== Segment start ==

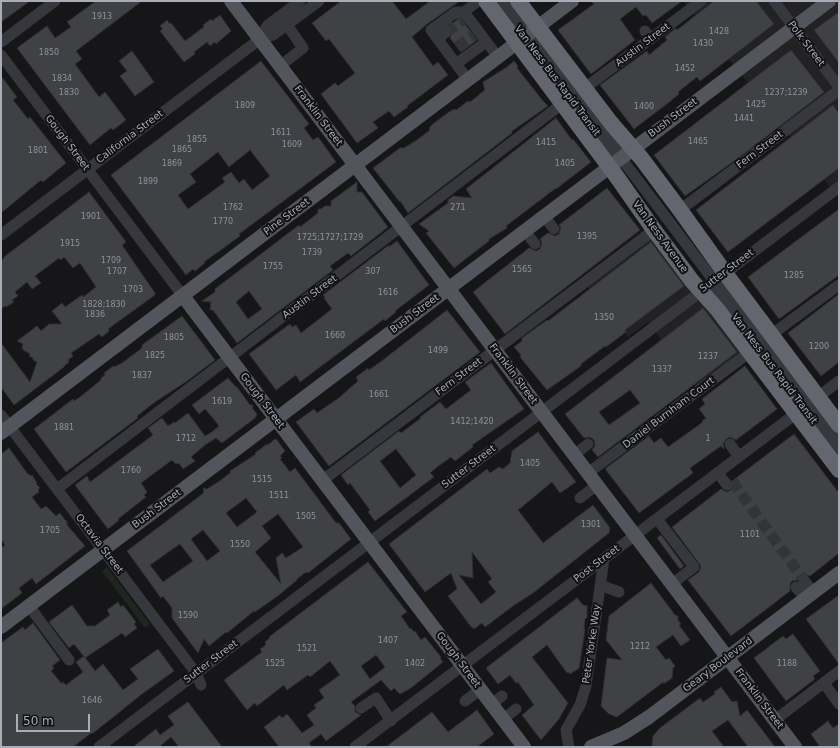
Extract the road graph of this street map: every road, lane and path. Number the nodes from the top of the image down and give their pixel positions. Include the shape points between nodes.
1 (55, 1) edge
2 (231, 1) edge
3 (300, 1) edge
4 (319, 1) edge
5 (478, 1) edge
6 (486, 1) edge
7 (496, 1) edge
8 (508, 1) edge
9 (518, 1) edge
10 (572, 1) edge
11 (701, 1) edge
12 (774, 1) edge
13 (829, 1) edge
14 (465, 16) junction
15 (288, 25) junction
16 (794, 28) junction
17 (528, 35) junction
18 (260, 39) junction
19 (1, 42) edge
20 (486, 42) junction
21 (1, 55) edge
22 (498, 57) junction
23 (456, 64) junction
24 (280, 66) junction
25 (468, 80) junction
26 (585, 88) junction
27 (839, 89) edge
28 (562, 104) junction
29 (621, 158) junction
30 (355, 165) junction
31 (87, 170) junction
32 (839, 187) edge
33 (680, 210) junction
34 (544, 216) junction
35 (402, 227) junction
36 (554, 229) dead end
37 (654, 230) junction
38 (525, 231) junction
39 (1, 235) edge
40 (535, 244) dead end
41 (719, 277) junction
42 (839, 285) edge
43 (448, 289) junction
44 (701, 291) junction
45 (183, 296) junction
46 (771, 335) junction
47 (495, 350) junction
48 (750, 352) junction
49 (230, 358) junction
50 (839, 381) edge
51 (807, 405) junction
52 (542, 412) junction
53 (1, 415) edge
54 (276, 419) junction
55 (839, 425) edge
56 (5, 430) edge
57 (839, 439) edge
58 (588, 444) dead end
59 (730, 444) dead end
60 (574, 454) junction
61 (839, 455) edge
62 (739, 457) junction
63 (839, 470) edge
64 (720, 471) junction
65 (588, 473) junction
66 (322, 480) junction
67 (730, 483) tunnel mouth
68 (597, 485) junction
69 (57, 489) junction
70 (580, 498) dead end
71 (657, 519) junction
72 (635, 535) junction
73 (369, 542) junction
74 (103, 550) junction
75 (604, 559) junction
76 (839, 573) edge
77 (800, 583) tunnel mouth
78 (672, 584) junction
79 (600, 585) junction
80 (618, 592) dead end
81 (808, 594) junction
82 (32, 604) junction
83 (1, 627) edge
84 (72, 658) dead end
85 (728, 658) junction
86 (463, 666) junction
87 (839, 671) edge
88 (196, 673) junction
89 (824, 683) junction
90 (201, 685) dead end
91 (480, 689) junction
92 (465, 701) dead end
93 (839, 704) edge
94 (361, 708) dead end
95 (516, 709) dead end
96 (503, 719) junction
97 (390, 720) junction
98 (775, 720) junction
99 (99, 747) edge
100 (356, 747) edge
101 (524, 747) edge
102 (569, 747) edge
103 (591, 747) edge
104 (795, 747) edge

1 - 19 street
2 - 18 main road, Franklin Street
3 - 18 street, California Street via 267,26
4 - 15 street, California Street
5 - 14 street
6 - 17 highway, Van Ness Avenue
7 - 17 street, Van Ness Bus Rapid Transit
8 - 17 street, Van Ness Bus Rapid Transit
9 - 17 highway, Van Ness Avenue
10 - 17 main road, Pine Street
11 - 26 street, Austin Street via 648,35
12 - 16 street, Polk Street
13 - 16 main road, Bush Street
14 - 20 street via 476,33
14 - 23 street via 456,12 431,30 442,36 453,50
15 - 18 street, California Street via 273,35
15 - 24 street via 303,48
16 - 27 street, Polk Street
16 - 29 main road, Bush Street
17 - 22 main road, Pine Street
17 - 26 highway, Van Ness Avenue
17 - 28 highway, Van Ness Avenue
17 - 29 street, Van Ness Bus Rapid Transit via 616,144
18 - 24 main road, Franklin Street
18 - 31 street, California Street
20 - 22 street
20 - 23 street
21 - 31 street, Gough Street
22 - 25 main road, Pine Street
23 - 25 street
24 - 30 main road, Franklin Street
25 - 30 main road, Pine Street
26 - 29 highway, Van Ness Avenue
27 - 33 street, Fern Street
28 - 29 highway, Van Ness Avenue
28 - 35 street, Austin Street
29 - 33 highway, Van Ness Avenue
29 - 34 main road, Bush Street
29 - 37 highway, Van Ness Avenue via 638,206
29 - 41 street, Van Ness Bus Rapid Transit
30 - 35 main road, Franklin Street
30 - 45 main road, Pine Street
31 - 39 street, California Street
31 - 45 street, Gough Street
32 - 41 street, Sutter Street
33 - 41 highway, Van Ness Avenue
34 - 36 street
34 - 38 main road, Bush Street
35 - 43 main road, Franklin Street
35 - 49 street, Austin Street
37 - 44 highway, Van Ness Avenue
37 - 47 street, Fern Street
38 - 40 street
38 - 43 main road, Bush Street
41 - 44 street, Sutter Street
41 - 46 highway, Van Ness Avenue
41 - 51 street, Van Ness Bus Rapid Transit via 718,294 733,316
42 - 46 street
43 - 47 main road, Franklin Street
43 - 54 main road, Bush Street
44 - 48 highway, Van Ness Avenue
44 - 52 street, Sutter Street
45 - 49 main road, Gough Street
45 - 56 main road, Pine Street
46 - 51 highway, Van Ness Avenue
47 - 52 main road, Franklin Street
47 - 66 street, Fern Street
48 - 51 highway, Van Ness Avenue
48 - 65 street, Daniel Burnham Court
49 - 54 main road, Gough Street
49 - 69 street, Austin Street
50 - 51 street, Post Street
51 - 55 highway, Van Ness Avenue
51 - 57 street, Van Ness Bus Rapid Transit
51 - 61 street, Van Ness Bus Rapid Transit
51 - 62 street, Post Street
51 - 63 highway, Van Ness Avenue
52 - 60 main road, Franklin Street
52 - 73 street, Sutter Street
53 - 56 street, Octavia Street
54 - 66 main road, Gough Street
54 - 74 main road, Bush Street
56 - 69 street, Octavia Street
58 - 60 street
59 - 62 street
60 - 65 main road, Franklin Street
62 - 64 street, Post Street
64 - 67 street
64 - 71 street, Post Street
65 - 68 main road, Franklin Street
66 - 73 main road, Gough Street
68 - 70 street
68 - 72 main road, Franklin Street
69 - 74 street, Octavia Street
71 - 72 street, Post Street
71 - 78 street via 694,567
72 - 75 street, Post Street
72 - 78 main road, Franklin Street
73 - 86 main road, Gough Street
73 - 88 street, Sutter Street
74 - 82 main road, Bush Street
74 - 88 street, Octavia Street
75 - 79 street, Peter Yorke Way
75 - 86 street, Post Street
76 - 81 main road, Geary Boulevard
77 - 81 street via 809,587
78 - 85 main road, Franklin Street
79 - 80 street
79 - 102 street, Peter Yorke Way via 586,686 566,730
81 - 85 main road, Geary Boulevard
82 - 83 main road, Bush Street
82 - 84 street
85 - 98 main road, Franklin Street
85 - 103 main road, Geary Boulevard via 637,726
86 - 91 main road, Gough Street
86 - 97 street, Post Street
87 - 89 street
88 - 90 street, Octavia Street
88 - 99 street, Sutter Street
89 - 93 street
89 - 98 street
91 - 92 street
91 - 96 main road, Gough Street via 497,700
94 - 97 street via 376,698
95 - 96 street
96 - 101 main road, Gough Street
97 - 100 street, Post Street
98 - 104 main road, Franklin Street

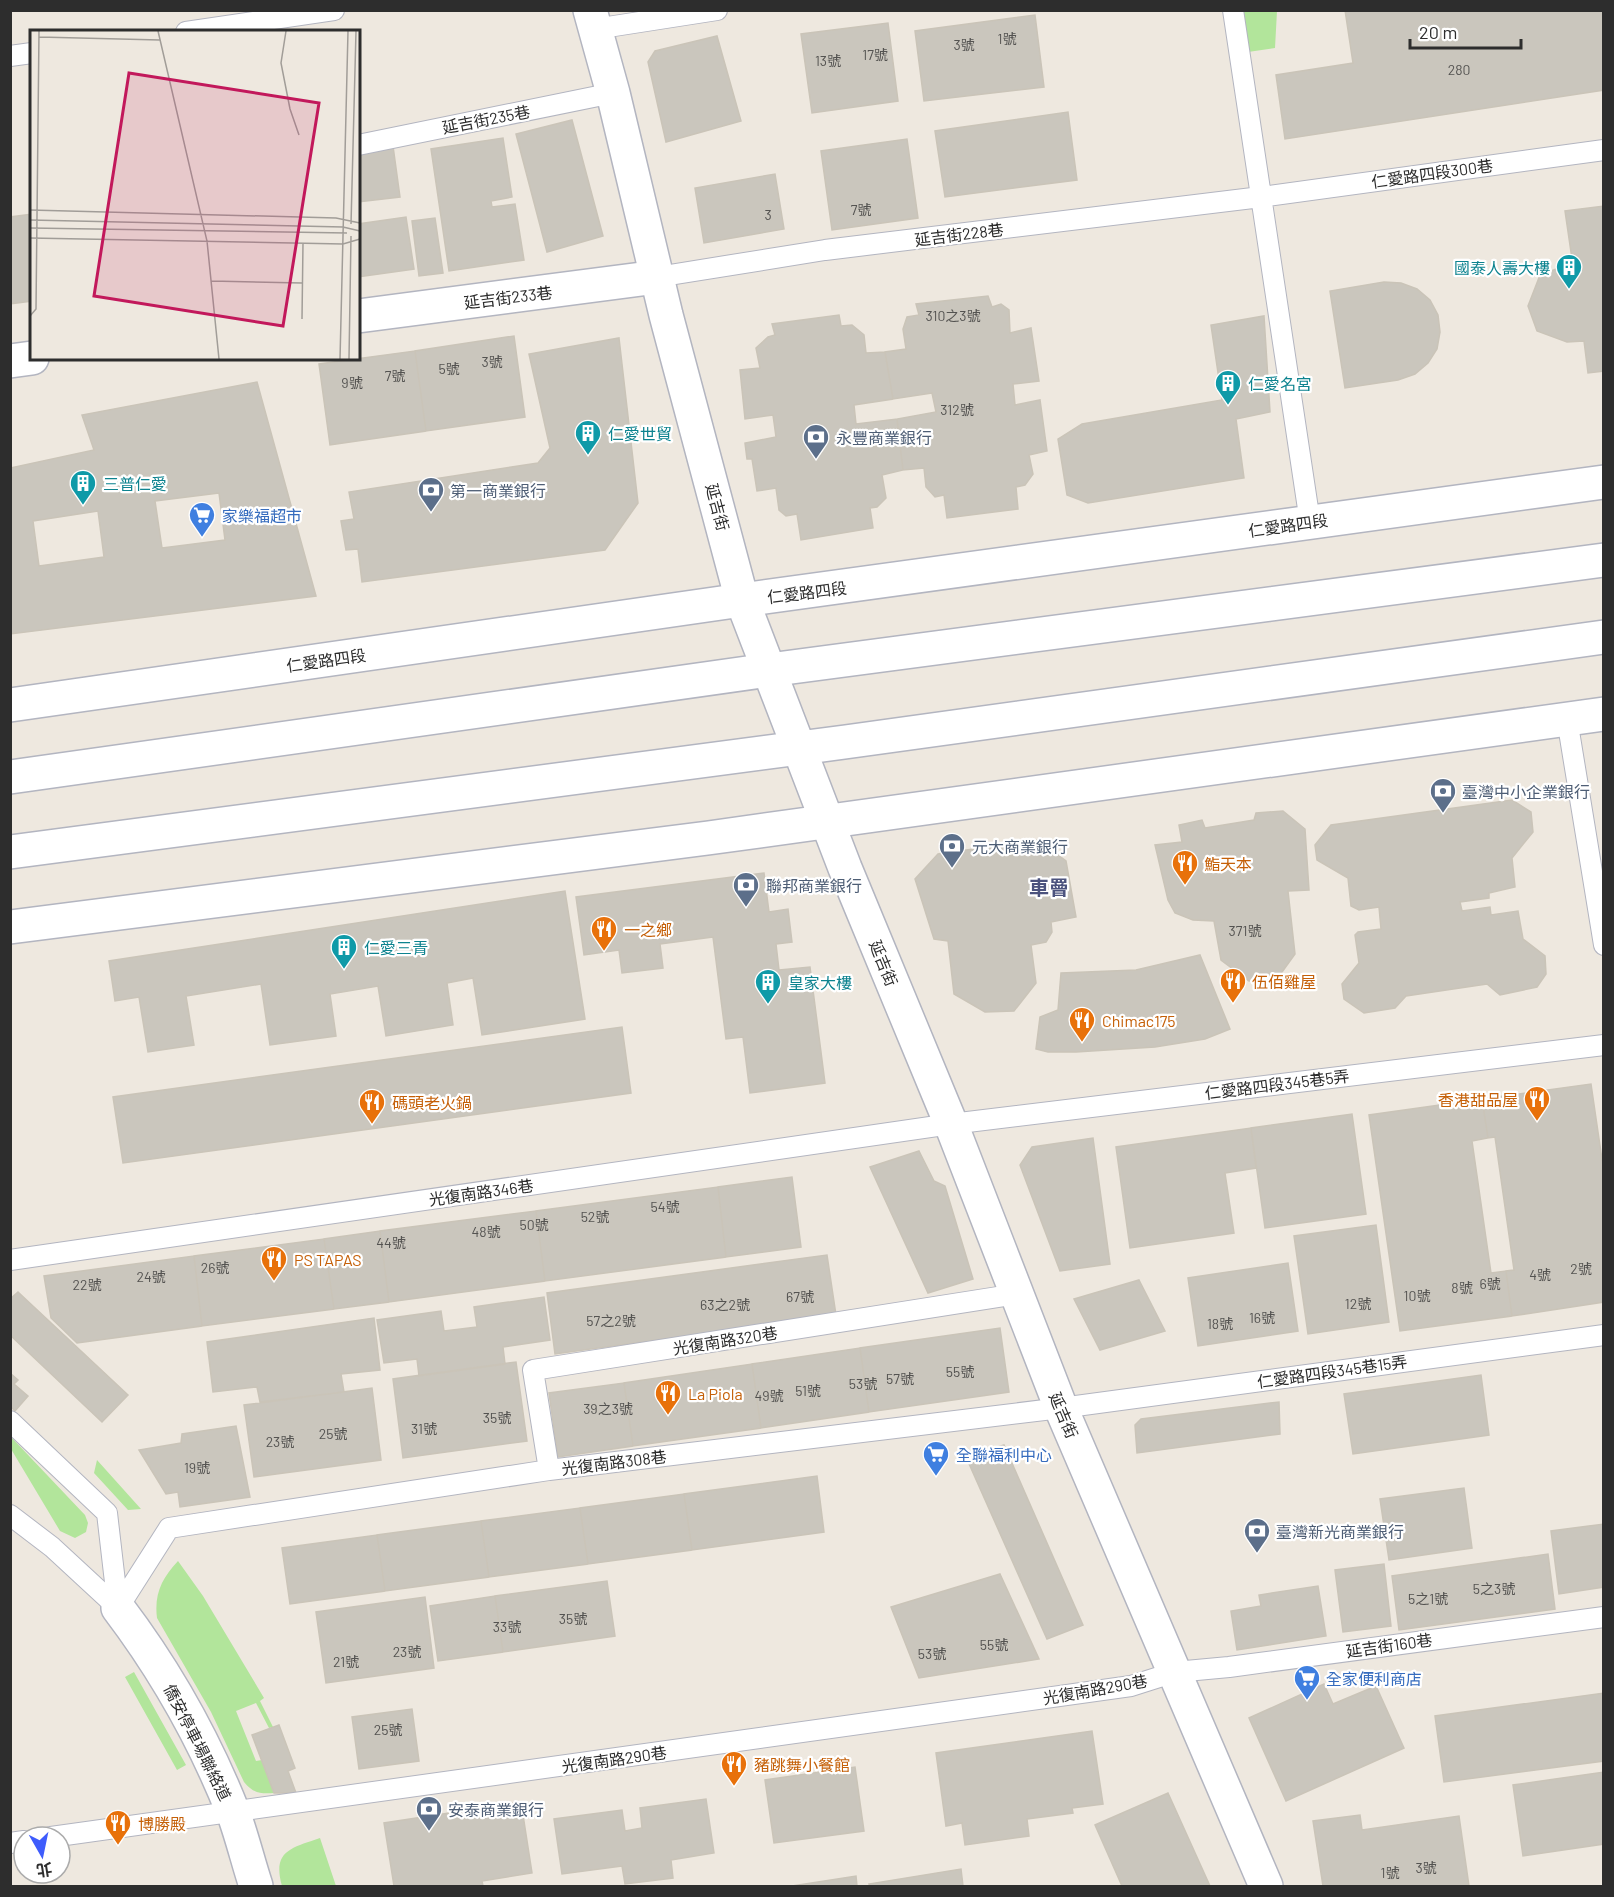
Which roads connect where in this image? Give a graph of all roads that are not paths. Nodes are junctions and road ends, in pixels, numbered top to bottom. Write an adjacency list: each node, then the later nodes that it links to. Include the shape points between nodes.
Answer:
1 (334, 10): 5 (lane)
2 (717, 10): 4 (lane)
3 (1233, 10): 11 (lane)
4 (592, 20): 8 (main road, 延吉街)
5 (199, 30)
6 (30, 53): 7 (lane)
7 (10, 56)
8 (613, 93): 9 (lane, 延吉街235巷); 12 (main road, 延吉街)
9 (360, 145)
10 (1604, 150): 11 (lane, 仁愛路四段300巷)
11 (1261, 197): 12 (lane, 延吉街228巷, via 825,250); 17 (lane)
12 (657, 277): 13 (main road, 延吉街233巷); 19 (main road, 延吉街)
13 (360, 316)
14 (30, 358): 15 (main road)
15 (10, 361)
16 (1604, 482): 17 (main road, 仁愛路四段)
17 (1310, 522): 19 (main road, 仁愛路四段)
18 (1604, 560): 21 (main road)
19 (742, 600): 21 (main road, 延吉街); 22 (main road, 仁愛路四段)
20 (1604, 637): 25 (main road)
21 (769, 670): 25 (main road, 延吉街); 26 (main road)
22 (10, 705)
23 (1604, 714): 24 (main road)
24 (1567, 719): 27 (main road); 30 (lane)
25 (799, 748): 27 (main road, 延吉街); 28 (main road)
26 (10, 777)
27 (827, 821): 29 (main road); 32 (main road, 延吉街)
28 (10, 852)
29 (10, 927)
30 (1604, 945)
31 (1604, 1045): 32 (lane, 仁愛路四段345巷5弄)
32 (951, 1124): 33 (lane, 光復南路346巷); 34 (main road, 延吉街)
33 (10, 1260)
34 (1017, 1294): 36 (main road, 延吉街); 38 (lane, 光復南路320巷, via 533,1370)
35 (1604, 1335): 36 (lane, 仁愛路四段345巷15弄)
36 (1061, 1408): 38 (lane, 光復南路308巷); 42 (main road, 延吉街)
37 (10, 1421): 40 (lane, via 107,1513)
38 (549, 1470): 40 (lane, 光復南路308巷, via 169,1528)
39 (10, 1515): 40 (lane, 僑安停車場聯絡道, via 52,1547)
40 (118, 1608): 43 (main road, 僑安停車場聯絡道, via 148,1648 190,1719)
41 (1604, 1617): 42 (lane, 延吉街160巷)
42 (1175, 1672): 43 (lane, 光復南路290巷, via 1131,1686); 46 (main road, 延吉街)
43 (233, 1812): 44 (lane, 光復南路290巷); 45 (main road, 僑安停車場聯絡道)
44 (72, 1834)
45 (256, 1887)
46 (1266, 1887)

== Segment end ==

*The task*:
Only lines containing the word "Post" should be copied from the material above.

*Your response*:
50 - 51 street, Post Street
51 - 62 street, Post Street
62 - 64 street, Post Street
64 - 71 street, Post Street
71 - 72 street, Post Street
72 - 75 street, Post Street
75 - 86 street, Post Street
86 - 97 street, Post Street
97 - 100 street, Post Street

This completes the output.